* Data for processing *

○ ○ ○ ○ ○ ○ ○

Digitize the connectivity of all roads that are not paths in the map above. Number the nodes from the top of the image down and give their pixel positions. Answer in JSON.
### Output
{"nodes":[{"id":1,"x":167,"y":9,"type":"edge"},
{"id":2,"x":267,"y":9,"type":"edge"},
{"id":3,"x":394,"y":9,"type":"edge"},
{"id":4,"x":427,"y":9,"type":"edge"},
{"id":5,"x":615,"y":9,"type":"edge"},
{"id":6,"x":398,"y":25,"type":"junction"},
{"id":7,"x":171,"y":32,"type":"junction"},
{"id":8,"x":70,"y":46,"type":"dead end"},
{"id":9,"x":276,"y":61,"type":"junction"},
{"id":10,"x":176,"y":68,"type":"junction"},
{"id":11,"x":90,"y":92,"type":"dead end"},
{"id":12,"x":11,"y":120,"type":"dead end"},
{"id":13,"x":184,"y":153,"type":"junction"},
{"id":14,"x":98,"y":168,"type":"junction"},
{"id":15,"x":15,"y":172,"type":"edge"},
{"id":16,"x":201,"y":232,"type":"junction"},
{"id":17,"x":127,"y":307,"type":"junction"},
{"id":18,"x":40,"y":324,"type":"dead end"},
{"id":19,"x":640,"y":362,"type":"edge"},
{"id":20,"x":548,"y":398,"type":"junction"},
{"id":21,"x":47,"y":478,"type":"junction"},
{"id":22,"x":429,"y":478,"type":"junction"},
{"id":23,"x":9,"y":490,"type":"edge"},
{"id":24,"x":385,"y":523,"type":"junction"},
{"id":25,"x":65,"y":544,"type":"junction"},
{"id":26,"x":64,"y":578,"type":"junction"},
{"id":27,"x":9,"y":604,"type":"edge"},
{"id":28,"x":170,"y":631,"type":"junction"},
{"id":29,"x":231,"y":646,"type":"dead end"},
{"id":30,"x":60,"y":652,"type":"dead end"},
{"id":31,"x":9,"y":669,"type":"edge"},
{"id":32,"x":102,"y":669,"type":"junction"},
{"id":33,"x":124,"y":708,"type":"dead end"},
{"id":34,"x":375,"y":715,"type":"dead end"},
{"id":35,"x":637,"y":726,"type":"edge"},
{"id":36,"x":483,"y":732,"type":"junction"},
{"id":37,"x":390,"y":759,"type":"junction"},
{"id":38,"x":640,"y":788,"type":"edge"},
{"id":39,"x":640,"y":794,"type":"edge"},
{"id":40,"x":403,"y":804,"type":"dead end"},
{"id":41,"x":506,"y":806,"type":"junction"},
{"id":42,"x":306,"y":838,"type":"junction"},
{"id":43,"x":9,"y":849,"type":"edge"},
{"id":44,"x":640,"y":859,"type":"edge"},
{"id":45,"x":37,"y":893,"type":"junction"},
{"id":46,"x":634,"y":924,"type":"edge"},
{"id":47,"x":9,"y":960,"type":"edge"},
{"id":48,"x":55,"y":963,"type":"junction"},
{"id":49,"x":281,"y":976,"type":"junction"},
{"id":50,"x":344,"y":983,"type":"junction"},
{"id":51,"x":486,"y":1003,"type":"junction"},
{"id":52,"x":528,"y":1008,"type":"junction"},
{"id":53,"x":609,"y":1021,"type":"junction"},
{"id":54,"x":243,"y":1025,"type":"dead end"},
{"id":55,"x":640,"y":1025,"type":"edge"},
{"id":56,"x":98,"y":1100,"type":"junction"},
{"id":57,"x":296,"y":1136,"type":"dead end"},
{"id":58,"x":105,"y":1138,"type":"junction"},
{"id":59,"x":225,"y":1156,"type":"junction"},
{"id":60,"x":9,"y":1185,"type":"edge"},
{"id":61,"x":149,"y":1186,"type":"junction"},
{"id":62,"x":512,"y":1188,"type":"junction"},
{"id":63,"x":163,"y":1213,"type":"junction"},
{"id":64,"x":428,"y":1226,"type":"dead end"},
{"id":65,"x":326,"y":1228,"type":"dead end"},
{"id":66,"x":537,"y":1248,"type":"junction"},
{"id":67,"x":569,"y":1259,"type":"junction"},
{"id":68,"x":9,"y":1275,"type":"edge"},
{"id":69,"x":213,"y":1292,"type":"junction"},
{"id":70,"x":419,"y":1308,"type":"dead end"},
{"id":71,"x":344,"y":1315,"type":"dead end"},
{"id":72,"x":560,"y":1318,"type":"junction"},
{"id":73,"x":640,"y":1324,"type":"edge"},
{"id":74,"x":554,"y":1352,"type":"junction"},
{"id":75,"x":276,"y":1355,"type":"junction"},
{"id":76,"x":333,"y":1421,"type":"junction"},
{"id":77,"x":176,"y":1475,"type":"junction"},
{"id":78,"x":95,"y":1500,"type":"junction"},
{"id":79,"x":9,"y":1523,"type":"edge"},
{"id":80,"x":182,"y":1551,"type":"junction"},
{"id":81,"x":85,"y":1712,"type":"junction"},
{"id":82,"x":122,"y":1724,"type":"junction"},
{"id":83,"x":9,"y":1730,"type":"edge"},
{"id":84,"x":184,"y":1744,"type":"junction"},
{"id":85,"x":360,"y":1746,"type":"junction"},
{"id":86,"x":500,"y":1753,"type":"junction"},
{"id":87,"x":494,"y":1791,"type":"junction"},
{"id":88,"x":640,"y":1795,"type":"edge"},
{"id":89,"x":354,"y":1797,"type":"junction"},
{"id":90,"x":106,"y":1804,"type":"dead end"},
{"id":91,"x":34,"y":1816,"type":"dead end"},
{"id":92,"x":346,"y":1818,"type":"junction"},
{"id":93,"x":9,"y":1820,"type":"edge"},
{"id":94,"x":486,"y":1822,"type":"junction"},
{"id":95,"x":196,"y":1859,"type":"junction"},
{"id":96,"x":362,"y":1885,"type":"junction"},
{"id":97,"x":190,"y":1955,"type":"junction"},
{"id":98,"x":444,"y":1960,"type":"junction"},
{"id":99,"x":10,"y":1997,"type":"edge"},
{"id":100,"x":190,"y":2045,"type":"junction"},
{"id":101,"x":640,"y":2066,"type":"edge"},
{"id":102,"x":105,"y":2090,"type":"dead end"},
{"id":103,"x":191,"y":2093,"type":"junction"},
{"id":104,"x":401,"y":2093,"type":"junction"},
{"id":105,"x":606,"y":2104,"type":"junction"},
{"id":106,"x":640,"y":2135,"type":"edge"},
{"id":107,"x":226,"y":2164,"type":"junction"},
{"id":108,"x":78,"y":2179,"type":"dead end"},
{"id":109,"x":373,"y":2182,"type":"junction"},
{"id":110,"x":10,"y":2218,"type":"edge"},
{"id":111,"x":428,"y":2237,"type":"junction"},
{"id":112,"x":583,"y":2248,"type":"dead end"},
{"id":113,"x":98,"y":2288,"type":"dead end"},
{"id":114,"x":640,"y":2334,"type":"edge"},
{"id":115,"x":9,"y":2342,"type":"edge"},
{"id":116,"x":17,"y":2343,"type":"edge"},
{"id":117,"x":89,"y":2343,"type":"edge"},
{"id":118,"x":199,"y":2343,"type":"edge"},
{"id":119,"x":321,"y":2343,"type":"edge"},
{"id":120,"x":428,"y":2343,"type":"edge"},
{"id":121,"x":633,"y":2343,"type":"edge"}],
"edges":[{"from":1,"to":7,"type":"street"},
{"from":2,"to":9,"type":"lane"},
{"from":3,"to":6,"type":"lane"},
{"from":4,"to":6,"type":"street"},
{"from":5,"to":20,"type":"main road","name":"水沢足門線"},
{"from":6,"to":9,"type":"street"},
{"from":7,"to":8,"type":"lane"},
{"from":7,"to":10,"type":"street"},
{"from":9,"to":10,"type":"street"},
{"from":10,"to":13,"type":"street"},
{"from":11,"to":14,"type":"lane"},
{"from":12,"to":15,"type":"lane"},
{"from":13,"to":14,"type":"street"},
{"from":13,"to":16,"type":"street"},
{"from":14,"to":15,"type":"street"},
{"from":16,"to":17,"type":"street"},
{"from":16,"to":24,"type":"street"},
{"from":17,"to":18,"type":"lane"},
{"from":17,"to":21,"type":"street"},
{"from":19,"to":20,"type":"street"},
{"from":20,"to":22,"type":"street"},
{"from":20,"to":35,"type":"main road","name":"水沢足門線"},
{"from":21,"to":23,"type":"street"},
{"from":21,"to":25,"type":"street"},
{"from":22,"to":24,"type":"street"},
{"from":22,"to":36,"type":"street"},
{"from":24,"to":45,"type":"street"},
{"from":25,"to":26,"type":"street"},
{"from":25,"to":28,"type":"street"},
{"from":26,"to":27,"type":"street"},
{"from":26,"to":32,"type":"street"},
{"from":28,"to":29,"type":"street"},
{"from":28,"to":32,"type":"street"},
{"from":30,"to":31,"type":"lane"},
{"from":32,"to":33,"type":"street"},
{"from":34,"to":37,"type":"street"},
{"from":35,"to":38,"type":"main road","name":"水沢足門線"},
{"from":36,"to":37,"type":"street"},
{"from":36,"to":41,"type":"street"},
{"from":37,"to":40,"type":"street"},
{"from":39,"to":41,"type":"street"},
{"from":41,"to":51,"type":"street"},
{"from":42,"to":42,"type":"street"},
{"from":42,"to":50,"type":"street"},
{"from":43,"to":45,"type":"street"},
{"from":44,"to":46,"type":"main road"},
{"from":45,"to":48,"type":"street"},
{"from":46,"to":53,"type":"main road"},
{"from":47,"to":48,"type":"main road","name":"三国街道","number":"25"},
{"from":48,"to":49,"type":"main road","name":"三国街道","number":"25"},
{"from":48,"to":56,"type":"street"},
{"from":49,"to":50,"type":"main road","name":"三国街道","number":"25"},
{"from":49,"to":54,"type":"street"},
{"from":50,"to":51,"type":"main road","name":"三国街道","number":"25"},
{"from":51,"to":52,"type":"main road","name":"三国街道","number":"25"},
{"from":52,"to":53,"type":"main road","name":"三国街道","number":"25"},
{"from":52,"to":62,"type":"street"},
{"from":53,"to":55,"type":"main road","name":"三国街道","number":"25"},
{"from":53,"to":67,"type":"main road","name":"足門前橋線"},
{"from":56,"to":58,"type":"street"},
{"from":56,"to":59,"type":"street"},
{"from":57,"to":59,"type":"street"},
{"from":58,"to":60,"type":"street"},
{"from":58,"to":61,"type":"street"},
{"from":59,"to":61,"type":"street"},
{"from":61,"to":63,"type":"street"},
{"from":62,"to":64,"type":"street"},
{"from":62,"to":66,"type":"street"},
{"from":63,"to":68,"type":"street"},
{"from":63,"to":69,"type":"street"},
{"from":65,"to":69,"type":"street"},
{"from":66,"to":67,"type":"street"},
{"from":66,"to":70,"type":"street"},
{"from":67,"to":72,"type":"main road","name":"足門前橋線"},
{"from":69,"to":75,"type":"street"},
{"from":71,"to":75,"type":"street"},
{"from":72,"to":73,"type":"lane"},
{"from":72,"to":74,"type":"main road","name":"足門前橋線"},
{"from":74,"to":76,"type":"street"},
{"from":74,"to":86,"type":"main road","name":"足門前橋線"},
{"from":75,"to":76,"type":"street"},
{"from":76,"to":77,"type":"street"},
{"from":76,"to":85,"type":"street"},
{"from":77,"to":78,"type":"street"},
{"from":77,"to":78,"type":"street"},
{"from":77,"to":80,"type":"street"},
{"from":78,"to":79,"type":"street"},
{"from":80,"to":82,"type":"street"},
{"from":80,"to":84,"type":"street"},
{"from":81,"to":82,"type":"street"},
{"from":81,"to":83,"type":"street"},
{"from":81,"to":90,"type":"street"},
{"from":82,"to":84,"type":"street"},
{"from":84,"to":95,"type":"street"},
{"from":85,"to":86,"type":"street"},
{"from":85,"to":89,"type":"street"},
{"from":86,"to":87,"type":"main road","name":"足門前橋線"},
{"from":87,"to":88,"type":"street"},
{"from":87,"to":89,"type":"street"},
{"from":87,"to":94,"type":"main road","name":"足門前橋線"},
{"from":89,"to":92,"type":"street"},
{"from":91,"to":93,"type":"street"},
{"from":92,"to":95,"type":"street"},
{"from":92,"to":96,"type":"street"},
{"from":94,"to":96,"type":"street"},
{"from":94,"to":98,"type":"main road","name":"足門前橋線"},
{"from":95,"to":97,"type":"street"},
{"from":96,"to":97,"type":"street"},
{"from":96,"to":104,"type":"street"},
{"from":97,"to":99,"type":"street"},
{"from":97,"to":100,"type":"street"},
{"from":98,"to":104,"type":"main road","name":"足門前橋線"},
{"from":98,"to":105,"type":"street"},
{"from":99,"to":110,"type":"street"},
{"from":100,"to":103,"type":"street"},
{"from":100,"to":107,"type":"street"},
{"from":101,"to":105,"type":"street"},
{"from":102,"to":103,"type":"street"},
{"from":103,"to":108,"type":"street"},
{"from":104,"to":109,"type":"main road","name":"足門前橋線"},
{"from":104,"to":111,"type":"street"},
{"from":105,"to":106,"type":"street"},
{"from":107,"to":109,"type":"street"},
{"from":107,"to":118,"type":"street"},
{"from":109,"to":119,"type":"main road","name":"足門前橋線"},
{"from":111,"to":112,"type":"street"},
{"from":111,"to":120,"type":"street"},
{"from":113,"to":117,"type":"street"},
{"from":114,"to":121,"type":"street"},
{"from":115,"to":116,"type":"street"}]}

○ ○ ○ ○ ○ ○ ○

* What you should do *
For each line of the entries that includes "足門前橋線", show that line.

* Exercise response *
{"from":53,"to":67,"type":"main road","name":"足門前橋線"},
{"from":67,"to":72,"type":"main road","name":"足門前橋線"},
{"from":72,"to":74,"type":"main road","name":"足門前橋線"},
{"from":74,"to":86,"type":"main road","name":"足門前橋線"},
{"from":86,"to":87,"type":"main road","name":"足門前橋線"},
{"from":87,"to":94,"type":"main road","name":"足門前橋線"},
{"from":94,"to":98,"type":"main road","name":"足門前橋線"},
{"from":98,"to":104,"type":"main road","name":"足門前橋線"},
{"from":104,"to":109,"type":"main road","name":"足門前橋線"},
{"from":109,"to":119,"type":"main road","name":"足門前橋線"},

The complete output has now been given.